Exercise: Output each line of the material exactly as it stands.

Data:
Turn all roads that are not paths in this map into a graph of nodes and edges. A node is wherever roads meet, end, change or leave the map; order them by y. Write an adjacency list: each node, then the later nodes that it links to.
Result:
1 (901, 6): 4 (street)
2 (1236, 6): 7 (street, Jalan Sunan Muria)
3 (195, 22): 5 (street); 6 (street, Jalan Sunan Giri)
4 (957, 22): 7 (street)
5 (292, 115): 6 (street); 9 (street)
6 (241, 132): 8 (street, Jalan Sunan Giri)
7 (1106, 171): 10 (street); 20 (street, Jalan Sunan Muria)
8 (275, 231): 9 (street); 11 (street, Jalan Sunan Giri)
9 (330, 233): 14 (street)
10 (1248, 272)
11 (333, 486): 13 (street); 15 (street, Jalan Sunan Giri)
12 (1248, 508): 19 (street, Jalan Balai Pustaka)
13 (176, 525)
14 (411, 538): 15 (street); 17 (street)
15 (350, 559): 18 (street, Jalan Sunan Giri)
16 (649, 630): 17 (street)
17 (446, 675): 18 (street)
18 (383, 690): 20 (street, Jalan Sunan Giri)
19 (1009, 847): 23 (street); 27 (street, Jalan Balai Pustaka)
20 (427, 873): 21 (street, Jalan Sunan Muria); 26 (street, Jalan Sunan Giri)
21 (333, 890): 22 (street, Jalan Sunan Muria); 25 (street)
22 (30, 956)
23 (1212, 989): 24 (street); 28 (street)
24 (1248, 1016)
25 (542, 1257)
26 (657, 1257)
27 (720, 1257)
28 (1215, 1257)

Answer for the task:
Turn all roads that are not paths in this map into a graph of nodes and edges. A node is wherever roads meet, end, change or leave the map; order them by y. Write an adjacency list: each node, then the later nodes that it links to.
Result:
1 (901, 6): 4 (street)
2 (1236, 6): 7 (street, Jalan Sunan Muria)
3 (195, 22): 5 (street); 6 (street, Jalan Sunan Giri)
4 (957, 22): 7 (street)
5 (292, 115): 6 (street); 9 (street)
6 (241, 132): 8 (street, Jalan Sunan Giri)
7 (1106, 171): 10 (street); 20 (street, Jalan Sunan Muria)
8 (275, 231): 9 (street); 11 (street, Jalan Sunan Giri)
9 (330, 233): 14 (street)
10 (1248, 272)
11 (333, 486): 13 (street); 15 (street, Jalan Sunan Giri)
12 (1248, 508): 19 (street, Jalan Balai Pustaka)
13 (176, 525)
14 (411, 538): 15 (street); 17 (street)
15 (350, 559): 18 (street, Jalan Sunan Giri)
16 (649, 630): 17 (street)
17 (446, 675): 18 (street)
18 (383, 690): 20 (street, Jalan Sunan Giri)
19 (1009, 847): 23 (street); 27 (street, Jalan Balai Pustaka)
20 (427, 873): 21 (street, Jalan Sunan Muria); 26 (street, Jalan Sunan Giri)
21 (333, 890): 22 (street, Jalan Sunan Muria); 25 (street)
22 (30, 956)
23 (1212, 989): 24 (street); 28 (street)
24 (1248, 1016)
25 (542, 1257)
26 (657, 1257)
27 (720, 1257)
28 (1215, 1257)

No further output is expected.